Vector-Symbolic Architectures, Part 1 - Similarity
In my opinion, a collection of techniques for manipulating symbols known collectively as “vector-symbolic architectures” (VSAs) (or equivalently, “hyperdimensional computing”, HDC) provides an exciting set of methods for representing and manipulating information. Much of my own research seeks to utilize VSAs, but in presenting it I find that outside of a small (but growing) community, VSAs are not well-known (for instance, in the realm of conventional AI and CS).
Several good articles exist to introduce those interested to VSAs - my two favorites are An Introduction to Hyperdimensional Computing for Robotics and its companion article A Comparison of Vector Symbolic Architectures. These articles do an excellent job of going into the technical details of VSAs, how they can be applied, and the different ways in which they are implemented.

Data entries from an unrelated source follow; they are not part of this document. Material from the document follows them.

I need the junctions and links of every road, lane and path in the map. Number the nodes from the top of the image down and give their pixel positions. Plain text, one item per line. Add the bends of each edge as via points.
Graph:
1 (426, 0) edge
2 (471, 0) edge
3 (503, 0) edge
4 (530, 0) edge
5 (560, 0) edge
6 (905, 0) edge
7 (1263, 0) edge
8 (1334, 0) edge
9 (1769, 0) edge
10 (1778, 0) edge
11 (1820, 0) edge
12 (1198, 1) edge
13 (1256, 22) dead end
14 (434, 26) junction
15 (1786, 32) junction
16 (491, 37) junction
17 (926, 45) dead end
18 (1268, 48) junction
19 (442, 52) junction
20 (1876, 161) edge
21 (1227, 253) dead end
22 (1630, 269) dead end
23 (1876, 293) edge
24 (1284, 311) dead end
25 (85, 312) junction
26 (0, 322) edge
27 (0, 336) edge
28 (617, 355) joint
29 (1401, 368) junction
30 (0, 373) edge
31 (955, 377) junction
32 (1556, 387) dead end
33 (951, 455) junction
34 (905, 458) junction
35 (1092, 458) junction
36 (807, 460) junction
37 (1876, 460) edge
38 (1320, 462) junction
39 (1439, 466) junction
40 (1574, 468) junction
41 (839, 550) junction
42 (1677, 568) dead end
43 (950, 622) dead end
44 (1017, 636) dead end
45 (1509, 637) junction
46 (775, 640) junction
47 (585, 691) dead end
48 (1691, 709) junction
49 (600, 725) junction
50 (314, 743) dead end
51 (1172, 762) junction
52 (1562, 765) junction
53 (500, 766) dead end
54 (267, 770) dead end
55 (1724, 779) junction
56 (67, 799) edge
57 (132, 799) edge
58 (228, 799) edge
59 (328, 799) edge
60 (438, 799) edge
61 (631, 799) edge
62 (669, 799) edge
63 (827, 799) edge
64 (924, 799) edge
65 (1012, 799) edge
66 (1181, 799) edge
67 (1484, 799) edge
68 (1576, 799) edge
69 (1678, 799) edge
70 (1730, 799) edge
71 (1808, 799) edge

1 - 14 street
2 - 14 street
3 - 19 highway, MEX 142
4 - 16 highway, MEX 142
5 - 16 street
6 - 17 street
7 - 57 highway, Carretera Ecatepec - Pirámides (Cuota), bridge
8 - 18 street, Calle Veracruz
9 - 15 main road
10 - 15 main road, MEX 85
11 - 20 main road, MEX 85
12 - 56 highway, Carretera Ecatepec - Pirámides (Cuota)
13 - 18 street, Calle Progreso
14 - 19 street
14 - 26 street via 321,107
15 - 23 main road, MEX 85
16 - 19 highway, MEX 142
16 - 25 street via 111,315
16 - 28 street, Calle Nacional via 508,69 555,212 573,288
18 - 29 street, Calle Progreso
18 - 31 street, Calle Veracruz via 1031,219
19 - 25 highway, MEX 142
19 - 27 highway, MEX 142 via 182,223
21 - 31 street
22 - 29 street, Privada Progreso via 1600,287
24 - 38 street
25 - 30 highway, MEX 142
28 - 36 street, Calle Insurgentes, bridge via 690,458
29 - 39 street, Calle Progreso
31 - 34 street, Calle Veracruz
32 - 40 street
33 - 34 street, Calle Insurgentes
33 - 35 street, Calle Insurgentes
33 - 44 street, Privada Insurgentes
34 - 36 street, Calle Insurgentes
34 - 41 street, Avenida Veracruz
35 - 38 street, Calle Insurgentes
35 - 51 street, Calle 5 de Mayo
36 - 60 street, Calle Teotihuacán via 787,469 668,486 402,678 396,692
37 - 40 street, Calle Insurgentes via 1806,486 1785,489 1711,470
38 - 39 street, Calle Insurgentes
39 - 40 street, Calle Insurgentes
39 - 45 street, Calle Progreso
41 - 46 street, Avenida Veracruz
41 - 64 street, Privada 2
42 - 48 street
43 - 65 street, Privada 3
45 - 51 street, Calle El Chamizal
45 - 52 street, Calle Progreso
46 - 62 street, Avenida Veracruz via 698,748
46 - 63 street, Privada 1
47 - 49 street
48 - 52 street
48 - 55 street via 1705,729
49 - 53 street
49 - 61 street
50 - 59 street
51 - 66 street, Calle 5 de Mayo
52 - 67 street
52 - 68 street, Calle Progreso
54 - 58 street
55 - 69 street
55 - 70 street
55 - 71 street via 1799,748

However, I found that the best way to begin understanding VSAs was to simply begin using them. Many of the core concepts of VSAs are relatively simple to implement and have clear analogs to traditional computer science tools. In this notebook, I include code for computing with one implementation of a VSA, the Fourier Holographic Reduced Representation (FHRR).
Motivation
The central processing unit (CPU) of a computer contains specialized hardware to represent and manipulate a certain set of mathematical objects: integers, floating-points, and matrices of these values. Everything a computer does - from spreadsheets to videos and AI knowledge models - is built using these atomic representations and manipulated with the instruction set architecture (ISA) of the processor(s) being used.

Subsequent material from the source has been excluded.